Among the lines below, copy each one in which "edges" appears.

--- DATA SUPPLIED ---

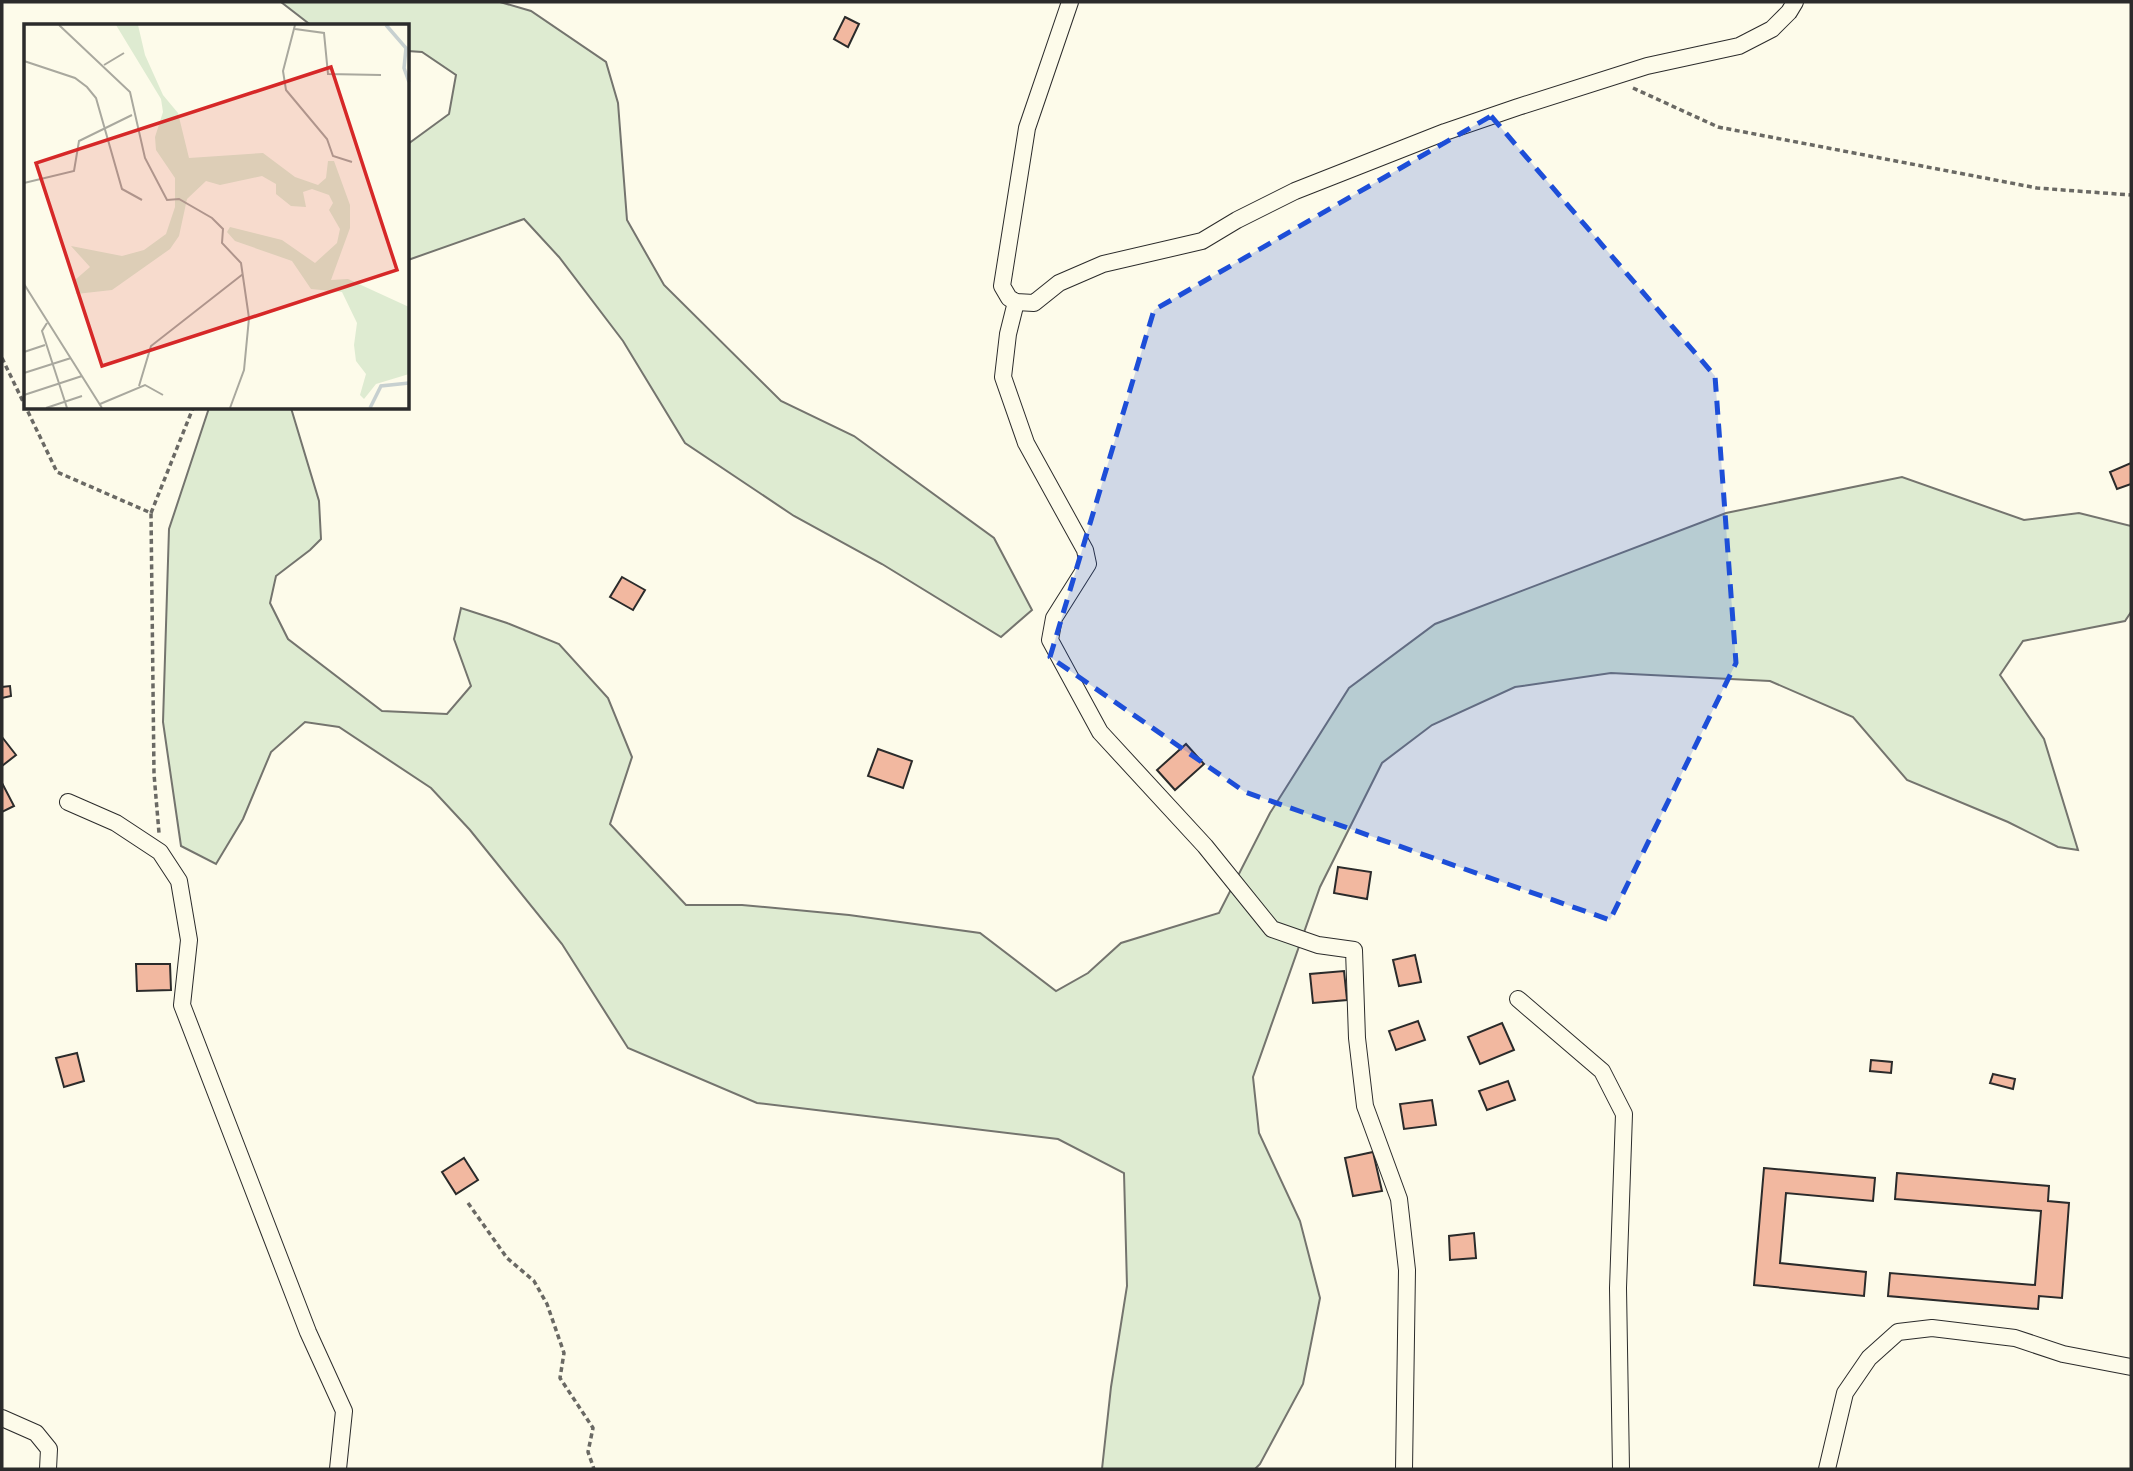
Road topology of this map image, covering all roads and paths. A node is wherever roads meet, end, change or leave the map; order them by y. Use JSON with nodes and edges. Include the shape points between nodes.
{"nodes":[{"id":1,"x":1070,"y":2,"type":"edge"},
{"id":2,"x":1795,"y":2,"type":"edge"},
{"id":3,"x":1610,"y":78,"type":"junction"},
{"id":4,"x":2131,"y":195,"type":"edge"},
{"id":5,"x":1016,"y":302,"type":"junction"},
{"id":6,"x":2,"y":358,"type":"edge"},
{"id":7,"x":24,"y":404,"type":"edge"},
{"id":8,"x":27,"y":410,"type":"edge"},
{"id":9,"x":191,"y":410,"type":"edge"},
{"id":10,"x":150,"y":513,"type":"junction"},
{"id":11,"x":68,"y":802,"type":"dead end"},
{"id":12,"x":160,"y":852,"type":"junction"},
{"id":13,"x":1518,"y":999,"type":"dead end"},
{"id":14,"x":468,"y":1203,"type":"dead end"},
{"id":15,"x":2131,"y":1367,"type":"edge"},
{"id":16,"x":2,"y":1418,"type":"edge"},
{"id":17,"x":48,"y":1469,"type":"edge"},
{"id":18,"x":338,"y":1469,"type":"edge"},
{"id":19,"x":594,"y":1469,"type":"edge"},
{"id":20,"x":1404,"y":1469,"type":"edge"},
{"id":21,"x":1621,"y":1469,"type":"edge"},
{"id":22,"x":1827,"y":1469,"type":"edge"}],
"edges":[{"from":1,"to":5,"type":"street","via":[[1027,128],[1002,286]]},
{"from":2,"to":3,"type":"street","via":[[1772,29],[1739,46]]},
{"from":3,"to":4,"type":"path","via":[[1718,127],[2036,188]]},
{"from":3,"to":5,"type":"street","via":[[1445,132],[1333,176],[1260,208],[1202,241],[1103,264],[1059,283],[1034,303]]},
{"from":5,"to":20,"type":"street","via":[[1003,377],[1026,443],[1085,550],[1088,564],[1054,618],[1050,640],[1100,732],[1205,846],[1272,929],[1318,945],[1354,950],[1365,1106],[1399,1199],[1406,1270]]},
{"from":6,"to":7,"type":"path"},
{"from":8,"to":10,"type":"path","via":[[57,472]]},
{"from":9,"to":10,"type":"path"},
{"from":10,"to":12,"type":"path","via":[[154,774]]},
{"from":11,"to":12,"type":"street","via":[[116,823]]},
{"from":12,"to":18,"type":"street","via":[[179,881],[189,940],[182,1005],[308,1332],[344,1411]]},
{"from":13,"to":21,"type":"street","via":[[1602,1072],[1625,1114],[1618,1288]]},
{"from":14,"to":19,"type":"path","via":[[507,1258],[534,1281],[547,1304],[565,1353],[560,1378],[593,1428],[588,1452]]},
{"from":15,"to":22,"type":"street","via":[[2015,1338],[1931,1328],[1898,1332],[1869,1358],[1845,1393]]},
{"from":16,"to":17,"type":"street","via":[[36,1433],[49,1449]]}]}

---

- _TASK SOLUTION_
Road topology of this map image, covering all roads and paths. A node is wherever roads meet, end, change or leave the map; order them by y. Use JSON with nodes and edges. Include the shape points between nodes.
"edges":[{"from":1,"to":5,"type":"street","via":[[1027,128],[1002,286]]},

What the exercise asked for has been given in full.